= Chester Creek Branch =

Railway line in Pennsylvania

The Chester Creek Branch was a 7.25 mi railroad line that operated in southern Delaware County, Pennsylvania, from 1869 to 1972.

Built by the Chester Creek Railroad, it was originally operated and leased by the Philadelphia and Baltimore Central Railroad, then by a subsidiary of the Pennsylvania Railroad, and finally, for a few years, by PRR successor Penn Central. It connected the Lamokin Street station in Chester to Lenni station in Middletown Township.

The branch diverged from the Northeast Corridor main line near SEPTA's now-defunct Lamokin Street station. At Lenni, the branch merged with the West Chester Branch, a portion of which is used by the SEPTA Media/Wawa Line.

==History==
The rail line was built by the Chester Creek Railroad, which was chartered in 1866 and began service in 1869. Its route paralleled Chester Creek from Lenni (at a junction with the West Chester and Philadelphia Railroad (WC&P)) southeast to Upland, where it veered south, ending at Lamokin Street and a junction with the Philadelphia, Wilmington and Baltimore Railroad (PW&B). The Chester Creek line was operated and leased by the Philadelphia and Baltimore Central Railroad (owner of the WC&P), which owned the locomotives and rolling stock.

In 1916, the Pennsylvania Railroad took control of the line as well as the rest of the P&BC through its subsidiary, the Philadelphia, Baltimore and Washington Railroad (successor to the PW&B). In 1941, the branch had these stations:

| Locality | Milepost | Station | Lat/long | Notes/Connections |
| Lenni | 0.0 | Lenni | 39°53′39″N 75°26′55″W﻿ / ﻿39.8942°N 75.4486°W | Currently used as a SEPTA training base; has a passing siding. Station demolished. |
West Chester & Chester Creek Branches split
|  | Rockdale |  |  |
| Chester Twp. |  | Bridgewater |  |  |
| Upland |  | Upland |  |  |
Lamokin Run Branch & Chester Creek Branches split
| Chester (City) | 7.25 | Lamokin Street | 39°50′31″N 75°22′32″W﻿ / ﻿39.8420°N 75.3756°W | Closed by SEPTA in 2003 |
Line abandoned in 1972

The branch became part of Penn Central (PC) in 1968, when the PRR merged with its longtime rival, the New York Central Railroad.

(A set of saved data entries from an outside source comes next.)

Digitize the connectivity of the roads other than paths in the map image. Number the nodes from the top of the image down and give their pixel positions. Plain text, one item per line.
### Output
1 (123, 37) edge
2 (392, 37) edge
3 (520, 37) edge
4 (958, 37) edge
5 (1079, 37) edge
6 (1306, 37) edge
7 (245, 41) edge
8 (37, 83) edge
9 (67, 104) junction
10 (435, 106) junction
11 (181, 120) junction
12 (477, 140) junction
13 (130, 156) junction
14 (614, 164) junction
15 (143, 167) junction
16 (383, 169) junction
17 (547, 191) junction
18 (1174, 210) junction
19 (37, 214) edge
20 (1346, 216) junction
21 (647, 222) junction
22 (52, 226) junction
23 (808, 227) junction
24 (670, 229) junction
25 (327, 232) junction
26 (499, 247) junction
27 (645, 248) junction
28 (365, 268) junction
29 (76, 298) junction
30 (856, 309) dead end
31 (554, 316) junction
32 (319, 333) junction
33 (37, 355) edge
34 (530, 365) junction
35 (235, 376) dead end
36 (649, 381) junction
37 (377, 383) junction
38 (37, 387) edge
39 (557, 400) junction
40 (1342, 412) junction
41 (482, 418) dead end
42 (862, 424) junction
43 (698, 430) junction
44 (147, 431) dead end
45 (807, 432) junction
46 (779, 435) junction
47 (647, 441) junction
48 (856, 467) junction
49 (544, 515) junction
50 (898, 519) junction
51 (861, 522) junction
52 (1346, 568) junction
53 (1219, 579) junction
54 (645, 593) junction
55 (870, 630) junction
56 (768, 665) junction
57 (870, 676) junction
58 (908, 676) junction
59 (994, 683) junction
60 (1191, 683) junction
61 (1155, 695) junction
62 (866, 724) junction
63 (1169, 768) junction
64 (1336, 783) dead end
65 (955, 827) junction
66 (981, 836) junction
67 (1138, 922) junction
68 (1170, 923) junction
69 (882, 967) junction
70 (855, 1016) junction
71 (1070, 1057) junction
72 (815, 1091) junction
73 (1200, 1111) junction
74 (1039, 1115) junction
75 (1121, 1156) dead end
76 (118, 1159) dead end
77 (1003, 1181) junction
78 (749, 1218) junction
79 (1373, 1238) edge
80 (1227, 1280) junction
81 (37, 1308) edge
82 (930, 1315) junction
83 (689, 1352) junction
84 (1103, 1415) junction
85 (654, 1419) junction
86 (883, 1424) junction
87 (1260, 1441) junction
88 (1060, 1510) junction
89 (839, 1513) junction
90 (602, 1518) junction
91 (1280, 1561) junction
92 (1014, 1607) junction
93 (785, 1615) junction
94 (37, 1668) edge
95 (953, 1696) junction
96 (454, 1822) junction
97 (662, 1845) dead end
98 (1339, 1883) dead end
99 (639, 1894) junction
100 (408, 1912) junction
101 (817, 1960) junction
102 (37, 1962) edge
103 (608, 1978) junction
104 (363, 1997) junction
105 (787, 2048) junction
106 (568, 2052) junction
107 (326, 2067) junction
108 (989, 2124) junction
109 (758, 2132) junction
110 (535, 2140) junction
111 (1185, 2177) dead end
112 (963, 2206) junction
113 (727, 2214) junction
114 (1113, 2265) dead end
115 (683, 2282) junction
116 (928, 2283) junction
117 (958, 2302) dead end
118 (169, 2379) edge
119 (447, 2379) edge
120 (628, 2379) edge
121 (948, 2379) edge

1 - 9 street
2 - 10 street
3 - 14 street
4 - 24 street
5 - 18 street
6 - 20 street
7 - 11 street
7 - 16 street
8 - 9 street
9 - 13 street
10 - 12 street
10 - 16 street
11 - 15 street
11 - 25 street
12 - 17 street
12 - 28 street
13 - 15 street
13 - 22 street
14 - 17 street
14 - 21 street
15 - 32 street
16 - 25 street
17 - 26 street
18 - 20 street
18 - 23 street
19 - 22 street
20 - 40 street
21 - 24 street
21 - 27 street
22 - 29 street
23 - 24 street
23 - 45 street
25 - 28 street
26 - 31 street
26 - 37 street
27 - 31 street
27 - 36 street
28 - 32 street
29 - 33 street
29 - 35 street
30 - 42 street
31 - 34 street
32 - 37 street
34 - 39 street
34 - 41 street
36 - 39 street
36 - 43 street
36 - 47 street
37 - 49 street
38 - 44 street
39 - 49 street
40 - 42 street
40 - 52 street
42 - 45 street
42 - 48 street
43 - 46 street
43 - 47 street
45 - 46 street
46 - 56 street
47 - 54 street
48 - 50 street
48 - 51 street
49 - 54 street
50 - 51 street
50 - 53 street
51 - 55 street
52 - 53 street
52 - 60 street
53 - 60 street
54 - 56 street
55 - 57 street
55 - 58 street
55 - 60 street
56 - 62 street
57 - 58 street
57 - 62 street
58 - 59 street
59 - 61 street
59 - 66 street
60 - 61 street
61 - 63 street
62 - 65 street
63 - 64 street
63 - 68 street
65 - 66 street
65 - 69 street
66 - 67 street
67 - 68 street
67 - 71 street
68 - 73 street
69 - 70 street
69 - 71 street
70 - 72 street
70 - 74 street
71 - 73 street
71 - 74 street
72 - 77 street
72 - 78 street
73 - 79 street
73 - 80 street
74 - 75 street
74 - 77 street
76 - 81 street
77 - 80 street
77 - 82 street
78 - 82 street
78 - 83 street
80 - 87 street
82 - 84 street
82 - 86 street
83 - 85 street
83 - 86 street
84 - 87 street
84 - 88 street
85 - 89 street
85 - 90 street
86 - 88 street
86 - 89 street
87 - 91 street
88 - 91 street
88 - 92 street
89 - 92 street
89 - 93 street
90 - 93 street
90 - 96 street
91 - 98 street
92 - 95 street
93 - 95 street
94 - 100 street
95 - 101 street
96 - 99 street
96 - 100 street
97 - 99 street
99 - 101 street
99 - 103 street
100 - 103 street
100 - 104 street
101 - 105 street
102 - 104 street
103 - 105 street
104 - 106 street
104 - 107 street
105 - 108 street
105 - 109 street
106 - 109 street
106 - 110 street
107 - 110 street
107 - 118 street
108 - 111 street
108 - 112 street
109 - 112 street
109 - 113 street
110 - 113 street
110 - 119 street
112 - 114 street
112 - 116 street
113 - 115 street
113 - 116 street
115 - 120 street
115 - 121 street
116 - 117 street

The Chester Creek Branch and the Octoraro Branch were damaged by a flash flood in September 1971, then hit again the following year by Hurricane Agnes. This spelled the end of service on the line, because the PC, which had declared bankruptcy in 1970, chose not to repair it.

When the PC was taken over by Conrail, the defunct line was excluded. In the late 1970s, the line was deeded to the Southeastern Pennsylvania Transportation Authority (SEPTA) by a PC holding company named American Premier Underwriters. SEPTA, which took control of all commuter rail services in the Philadelphia area in 1983, chose not to repair the line. Friends of the Chester Creek Trail purchased the line from SEPTA on a 30 year lease. Delaware County took over the trail in recent years.

==Rail trail==
As of 2009, 90 percent of the line was intact. In 2005, SEPTA leased it for 30 years to Friends of the Chester Creek Branch, a local group that has proposed to convert the line into a rail trail called the Chester Creek Trail between the dormant Lenni Station and the town of Upland. In 2010, government grants were awarded for the first phase of the trail project. SEPTA continues to own the line but has no plans to restore rail service.

Friends of the Chester Creek Branch received funding and approval for construction of a 2.8 mile segment of a rail trail, which was completed in late 2016. Design work is expected to begin on a section expanding the trail further into Aston in 2017.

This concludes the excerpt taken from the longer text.